[Saved entries]
--- START ---

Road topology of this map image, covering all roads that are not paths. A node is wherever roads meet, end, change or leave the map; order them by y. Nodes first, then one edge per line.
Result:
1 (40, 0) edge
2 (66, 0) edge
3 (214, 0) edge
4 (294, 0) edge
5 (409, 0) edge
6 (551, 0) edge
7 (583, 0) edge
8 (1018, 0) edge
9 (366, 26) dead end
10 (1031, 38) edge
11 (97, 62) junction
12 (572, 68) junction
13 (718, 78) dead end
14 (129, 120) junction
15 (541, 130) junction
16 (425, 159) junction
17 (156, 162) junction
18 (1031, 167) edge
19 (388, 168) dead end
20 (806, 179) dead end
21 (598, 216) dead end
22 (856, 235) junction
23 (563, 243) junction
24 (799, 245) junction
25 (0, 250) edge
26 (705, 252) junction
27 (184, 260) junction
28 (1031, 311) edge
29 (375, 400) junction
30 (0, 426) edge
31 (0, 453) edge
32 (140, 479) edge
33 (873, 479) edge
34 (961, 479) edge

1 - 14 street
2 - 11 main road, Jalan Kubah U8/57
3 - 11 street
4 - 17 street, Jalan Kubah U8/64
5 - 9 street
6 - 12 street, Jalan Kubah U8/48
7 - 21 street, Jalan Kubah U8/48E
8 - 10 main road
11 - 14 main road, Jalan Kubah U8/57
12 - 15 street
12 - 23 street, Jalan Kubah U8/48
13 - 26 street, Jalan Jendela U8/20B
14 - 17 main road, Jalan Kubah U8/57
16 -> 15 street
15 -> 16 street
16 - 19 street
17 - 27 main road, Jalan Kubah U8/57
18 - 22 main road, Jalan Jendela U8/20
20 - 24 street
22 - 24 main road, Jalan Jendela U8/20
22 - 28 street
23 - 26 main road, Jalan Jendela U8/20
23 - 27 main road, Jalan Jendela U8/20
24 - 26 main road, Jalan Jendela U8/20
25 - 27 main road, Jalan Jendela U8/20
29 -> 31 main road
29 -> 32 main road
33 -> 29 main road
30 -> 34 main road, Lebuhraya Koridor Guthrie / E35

--- END ---

*WHAT TO PRODUCE*: A word-for-word copy of the data above is the goal, so set it all down again.

*ANSWER BOX*:
Road topology of this map image, covering all roads that are not paths. A node is wherever roads meet, end, change or leave the map; order them by y. Nodes first, then one edge per line.
Result:
1 (40, 0) edge
2 (66, 0) edge
3 (214, 0) edge
4 (294, 0) edge
5 (409, 0) edge
6 (551, 0) edge
7 (583, 0) edge
8 (1018, 0) edge
9 (366, 26) dead end
10 (1031, 38) edge
11 (97, 62) junction
12 (572, 68) junction
13 (718, 78) dead end
14 (129, 120) junction
15 (541, 130) junction
16 (425, 159) junction
17 (156, 162) junction
18 (1031, 167) edge
19 (388, 168) dead end
20 (806, 179) dead end
21 (598, 216) dead end
22 (856, 235) junction
23 (563, 243) junction
24 (799, 245) junction
25 (0, 250) edge
26 (705, 252) junction
27 (184, 260) junction
28 (1031, 311) edge
29 (375, 400) junction
30 (0, 426) edge
31 (0, 453) edge
32 (140, 479) edge
33 (873, 479) edge
34 (961, 479) edge

1 - 14 street
2 - 11 main road, Jalan Kubah U8/57
3 - 11 street
4 - 17 street, Jalan Kubah U8/64
5 - 9 street
6 - 12 street, Jalan Kubah U8/48
7 - 21 street, Jalan Kubah U8/48E
8 - 10 main road
11 - 14 main road, Jalan Kubah U8/57
12 - 15 street
12 - 23 street, Jalan Kubah U8/48
13 - 26 street, Jalan Jendela U8/20B
14 - 17 main road, Jalan Kubah U8/57
16 -> 15 street
15 -> 16 street
16 - 19 street
17 - 27 main road, Jalan Kubah U8/57
18 - 22 main road, Jalan Jendela U8/20
20 - 24 street
22 - 24 main road, Jalan Jendela U8/20
22 - 28 street
23 - 26 main road, Jalan Jendela U8/20
23 - 27 main road, Jalan Jendela U8/20
24 - 26 main road, Jalan Jendela U8/20
25 - 27 main road, Jalan Jendela U8/20
29 -> 31 main road
29 -> 32 main road
33 -> 29 main road
30 -> 34 main road, Lebuhraya Koridor Guthrie / E35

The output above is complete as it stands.